Problem to work on ▸ Copy each line of the records that contains the word "Baldersgade".

Task material ▸

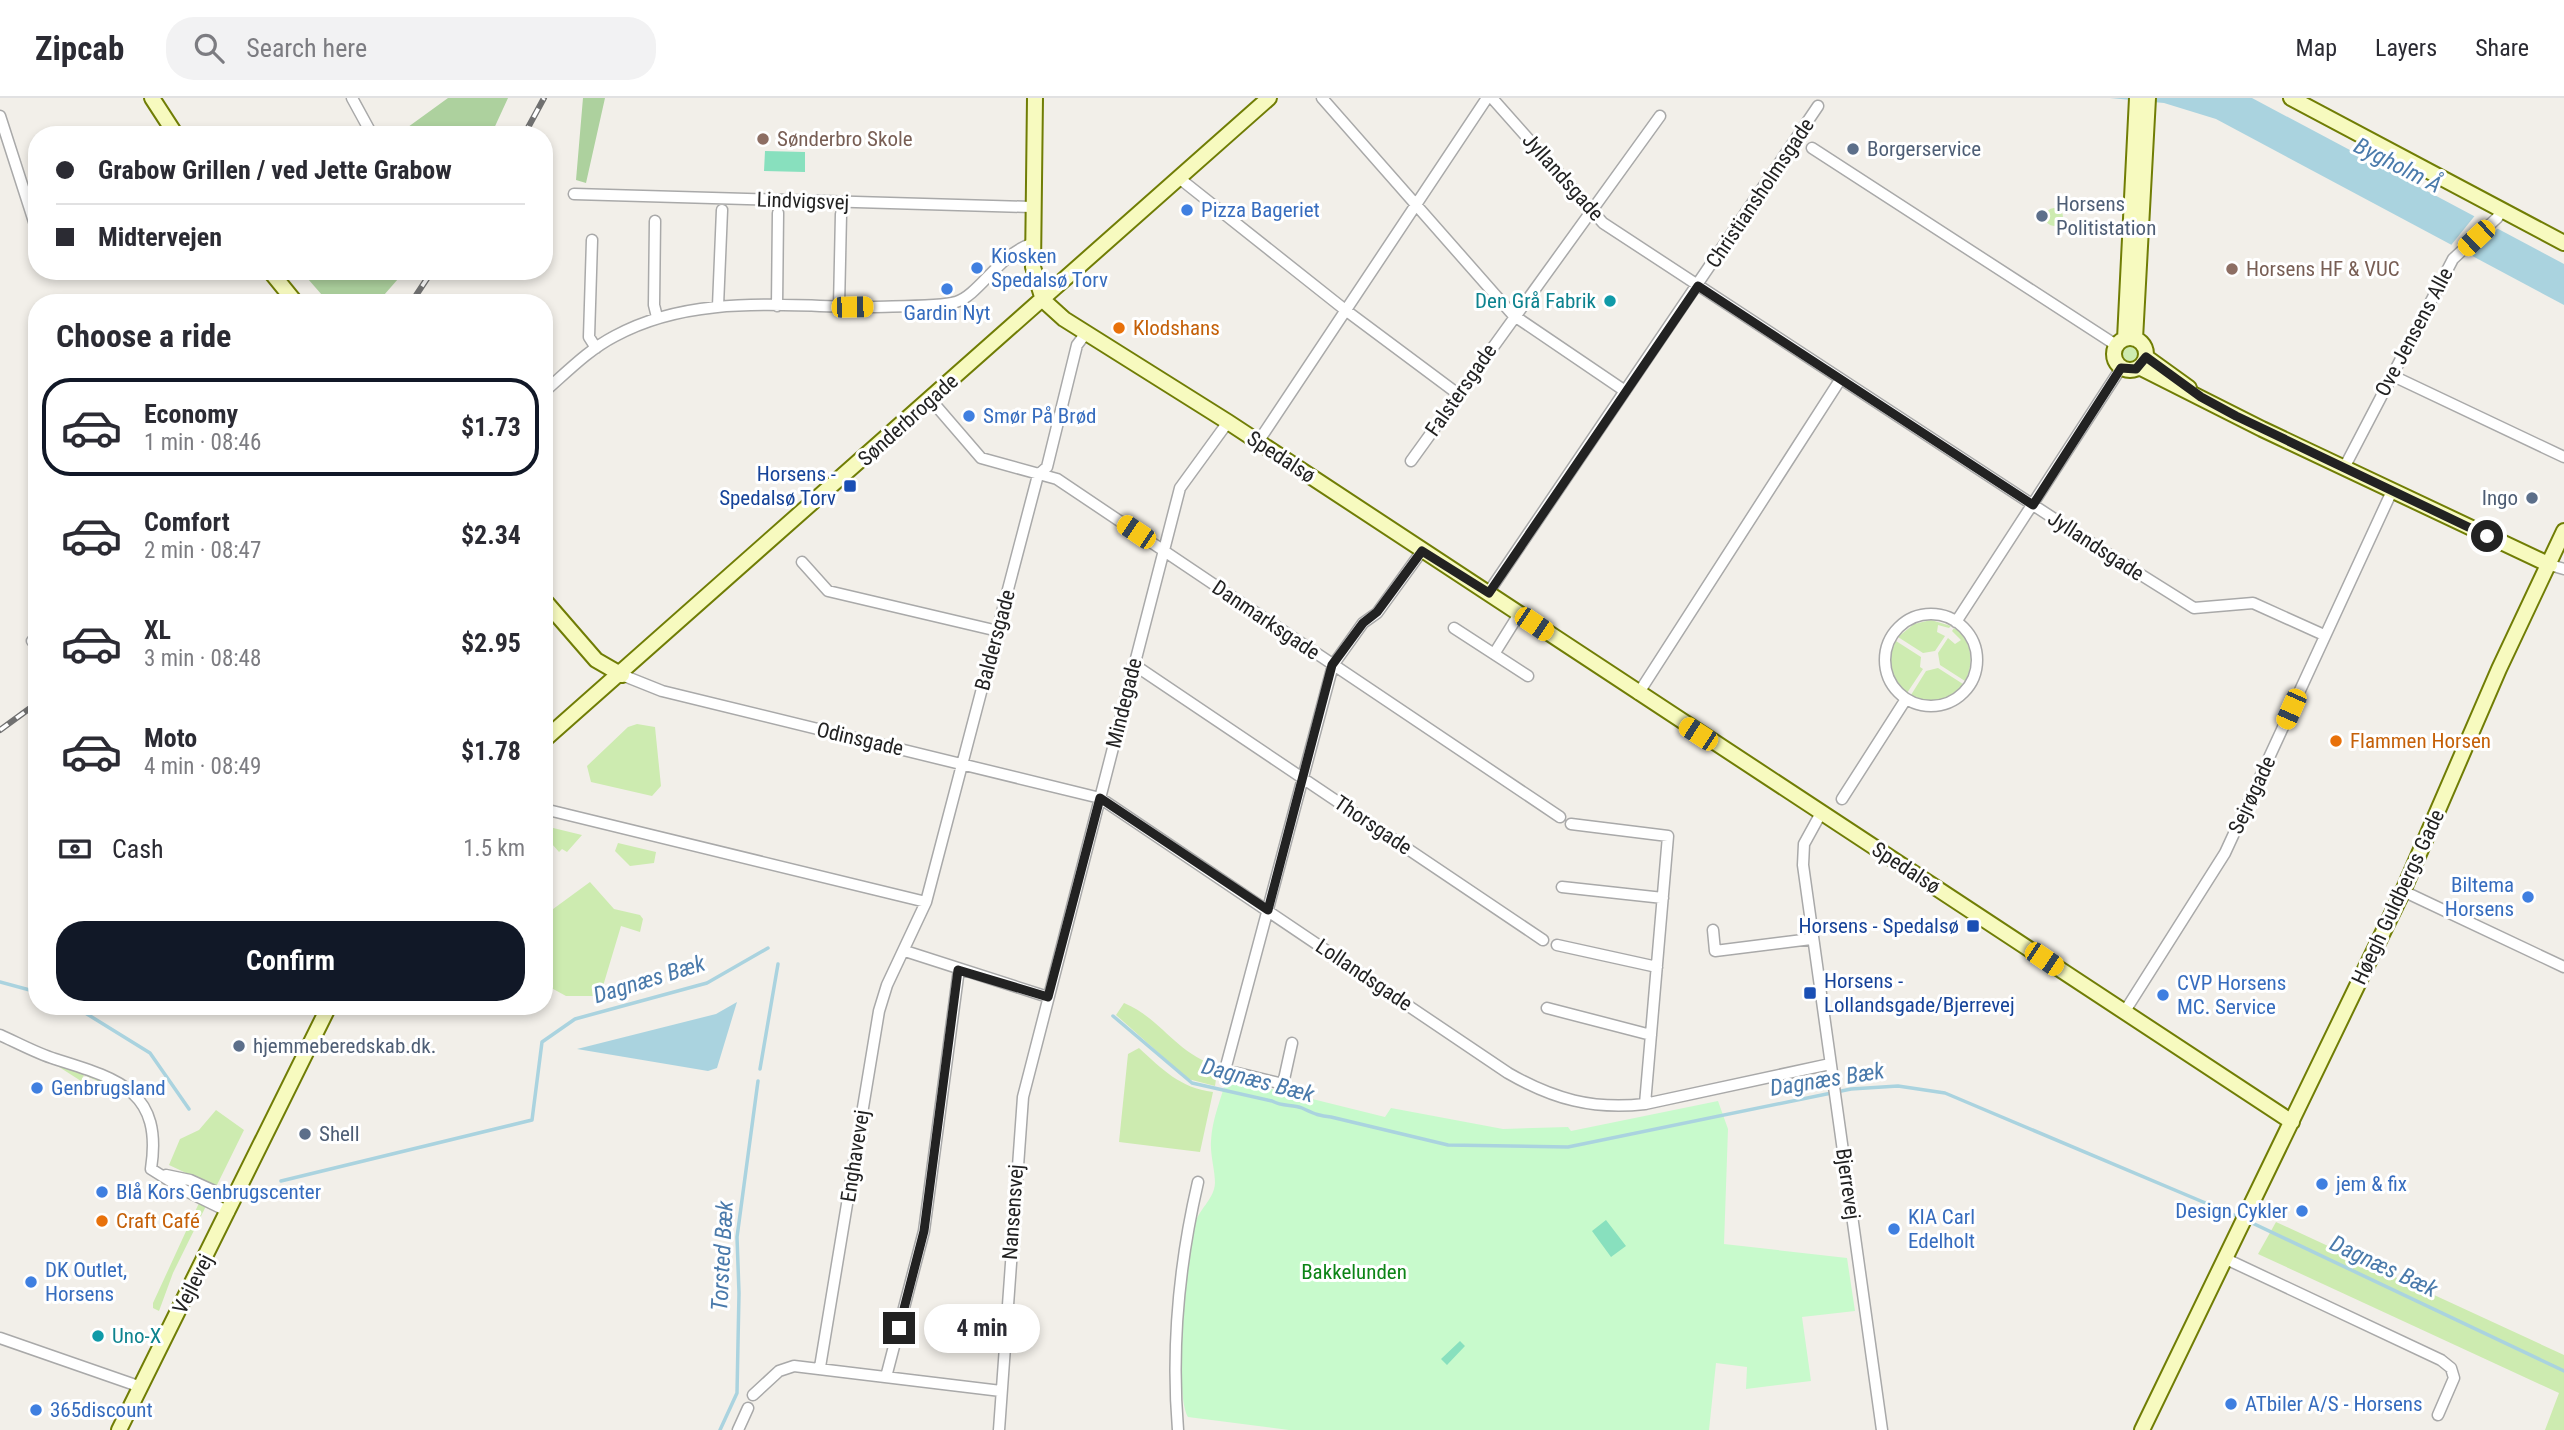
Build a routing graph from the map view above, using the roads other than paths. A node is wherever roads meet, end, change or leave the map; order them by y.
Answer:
1 (152, 98) edge
2 (352, 98) edge
3 (1035, 98) edge
4 (1269, 98) edge
5 (1322, 98) edge
6 (1489, 98) edge
7 (2291, 98) edge
8 (2142, 101) edge
9 (1818, 106) dead end
10 (0, 116) edge
11 (1660, 116) dead end
12 (170, 126) edge
13 (367, 126) edge
14 (1812, 148) dead end
15 (1179, 178) junction
16 (574, 194) dead end
17 (28, 203) edge
18 (1415, 203) junction
19 (1031, 207) junction
20 (722, 210) dead end
21 (1589, 211) junction
22 (778, 213) dead end
23 (841, 214) dead end
24 (2499, 215) junction
25 (655, 221) dead end
26 (592, 240) dead end
27 (2564, 243) edge
28 (1031, 244) junction
29 (277, 280) edge
30 (1698, 286) junction
31 (289, 294) edge
32 (1043, 300) junction
33 (718, 306) junction
34 (777, 306) junction
35 (839, 307) junction
36 (1344, 309) junction
37 (1513, 315) junction
38 (657, 317) junction
39 (1086, 333) junction
40 (2126, 341) junction
41 (596, 348) junction
42 (2143, 362) junction
43 (2121, 368) junction
44 (2391, 375) junction
45 (1840, 380) junction
46 (553, 384) edge
47 (1625, 391) junction
48 (1458, 394) junction
49 (931, 400) junction
50 (1228, 422) junction
51 (1258, 442) junction
52 (2564, 457) edge
53 (1411, 460) dead end
54 (2344, 468) junction
55 (1038, 475) junction
56 (2392, 491) junction
57 (2033, 505) junction
58 (2564, 531) edge
59 (1163, 550) junction
60 (1422, 551) junction
61 (802, 562) dead end
62 (2557, 567) edge
63 (1489, 593) junction
64 (553, 610) edge
65 (1519, 614) junction
66 (1956, 622) junction
67 (1454, 628) dead end
68 (998, 631) junction
69 (2324, 635) junction
70 (1494, 654) junction
71 (1133, 664) junction
72 (1332, 665) junction
73 (622, 675) junction
74 (1528, 676) dead end
75 (1638, 694) junction
76 (1906, 699) junction
77 (553, 732) edge
78 (962, 763) junction
79 (1302, 777) junction
80 (1100, 798) junction
81 (1842, 799) dead end
82 (553, 811) edge
83 (1821, 813) junction
84 (1560, 817) dead end
85 (1571, 824) dead end
86 (1562, 887) dead end
87 (2403, 891) junction
88 (1663, 898) junction
89 (926, 902) junction
90 (1268, 910) junction
91 (1713, 930) dead end
92 (1811, 939) junction
93 (1543, 940) dead end
94 (1557, 945) dead end
95 (905, 951) junction
96 (1657, 967) junction
97 (2564, 967) edge
98 (958, 970) junction
99 (1048, 997) junction
100 (1547, 1008) dead end
101 (2125, 1012) junction
102 (325, 1015) edge
103 (0, 1035) edge
104 (1651, 1035) junction
105 (1292, 1043) dead end
106 (1830, 1067) junction
107 (1645, 1104) junction
108 (2292, 1122) junction
109 (1198, 1182) dead end
110 (231, 1206) junction
111 (2224, 1258) junction
112 (0, 1338) edge
113 (820, 1367) junction
114 (886, 1377) junction
115 (141, 1387) junction
116 (1001, 1391) junction
117 (753, 1395) dead end
118 (748, 1408) dead end
119 (2438, 1415) dead end
120 (119, 1430) edge
121 (738, 1430) edge
122 (999, 1430) edge
123 (1178, 1430) edge
124 (1882, 1430) edge
125 (2142, 1430) edge

1 - 12 street
2 - 13 street
3 - 19 street
4 - 15 street, Sønderbrogade
5 - 18 street
6 - 18 street
6 - 21 street, Jyllandsgade
7 - 24 street
8 - 40 street
9 - 30 street, Christiansholmsgade
10 - 17 street
11 - 21 street, Falstersgade
14 - 40 street
15 - 32 street, Sønderbrogade
15 - 36 street
16 - 19 street, Lindvigsvej
18 - 36 street
18 - 37 street
19 - 28 street
20 - 33 street
21 - 30 street, Jyllandsgade
21 - 37 street, Falstersgade
22 - 34 street
23 - 35 street
24 - 27 street
24 - 44 street, Ove Jensens Alle
25 - 38 street
26 - 41 street
28 - 32 street
28 - 35 street
29 - 31 street
30 - 45 street, Jyllandsgade
30 - 47 street, Christiansholmsgade
32 - 39 street, Spedalsø
32 - 49 street, Sønderbrogade
33 - 34 street
33 - 38 street
34 - 35 street
36 - 48 street
36 - 51 street
37 - 47 street
37 - 48 street, Falstersgade
38 - 41 street
39 - 50 street, Spedalsø
39 - 55 street, Baldersgade
40 - 42 street
40 - 43 street
41 - 46 street
42 - 43 street
42 - 54 street
43 - 57 street
44 - 52 street
44 - 54 street, Ove Jensens Alle
45 - 57 street, Jyllandsgade
45 - 75 street
47 - 63 street, Christiansholmsgade
48 - 53 street, Falstersgade
49 - 55 street, Danmarksgade
49 - 73 street, Sønderbrogade
50 - 51 street, Spedalsø
50 - 59 street, Mindegade
51 - 60 street, Spedalsø
54 - 56 street
55 - 59 street, Danmarksgade
55 - 68 street, Baldersgade
56 - 62 street
56 - 69 street, Sejrøgade
57 - 66 street
57 - 69 street, Jyllandsgade
58 - 62 street, Høegh Guldbergs Gade
59 - 71 street, Mindegade
59 - 72 street, Danmarksgade
60 - 63 street, Spedalsø
60 - 72 street
61 - 68 street
62 - 87 street, Høegh Guldbergs Gade
63 - 65 street, Spedalsø
64 - 73 street
65 - 70 street
65 - 75 street, Spedalsø
66 - 76 street
66 - 76 street
67 - 70 street
68 - 78 street, Baldersgade
69 - 101 street, Sejrøgade
70 - 74 street
71 - 79 street, Thorsgade
71 - 80 street, Mindegade
72 - 79 street
72 - 84 street, Danmarksgade
73 - 77 street, Sønderbrogade
73 - 78 street, Odinsgade
75 - 83 street, Spedalsø
76 - 81 street
78 - 80 street, Odinsgade
78 - 89 street, Baldersgade
79 - 90 street
79 - 93 street, Thorsgade
80 - 90 street, Lollandsgade
80 - 99 street, Mindegade
82 - 89 street
83 - 92 street, Bjerrevej
83 - 101 street, Spedalsø
85 - 88 street
86 - 88 street
87 - 97 street
87 - 108 street, Høegh Guldbergs Gade
88 - 96 street
89 - 95 street, Baldersgade
90 - 105 street
90 - 107 street, Lollandsgade
91 - 92 street
92 - 106 street, Bjerrevej
94 - 96 street
95 - 98 street
95 - 113 street, Enghavevej
96 - 104 street
98 - 99 street
98 - 114 street
99 - 116 street, Nansensvej
100 - 104 street
101 - 108 street, Spedalsø
102 - 110 street, Vejlevej
103 - 110 street
104 - 107 street
106 - 107 street, Lollandsgade
106 - 124 street, Bjerrevej
108 - 111 street, Høegh Guldbergs Gade
109 - 123 street
110 - 115 street, Vejlevej
111 - 119 street
111 - 125 street, Høegh Guldbergs Gade
112 - 115 street
113 - 114 street
113 - 117 street
114 - 116 street
115 - 120 street, Vejlevej
116 - 122 street, Nansensvej
118 - 121 street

Your solution ▸
39 - 55 street, Baldersgade
55 - 68 street, Baldersgade
68 - 78 street, Baldersgade
78 - 89 street, Baldersgade
89 - 95 street, Baldersgade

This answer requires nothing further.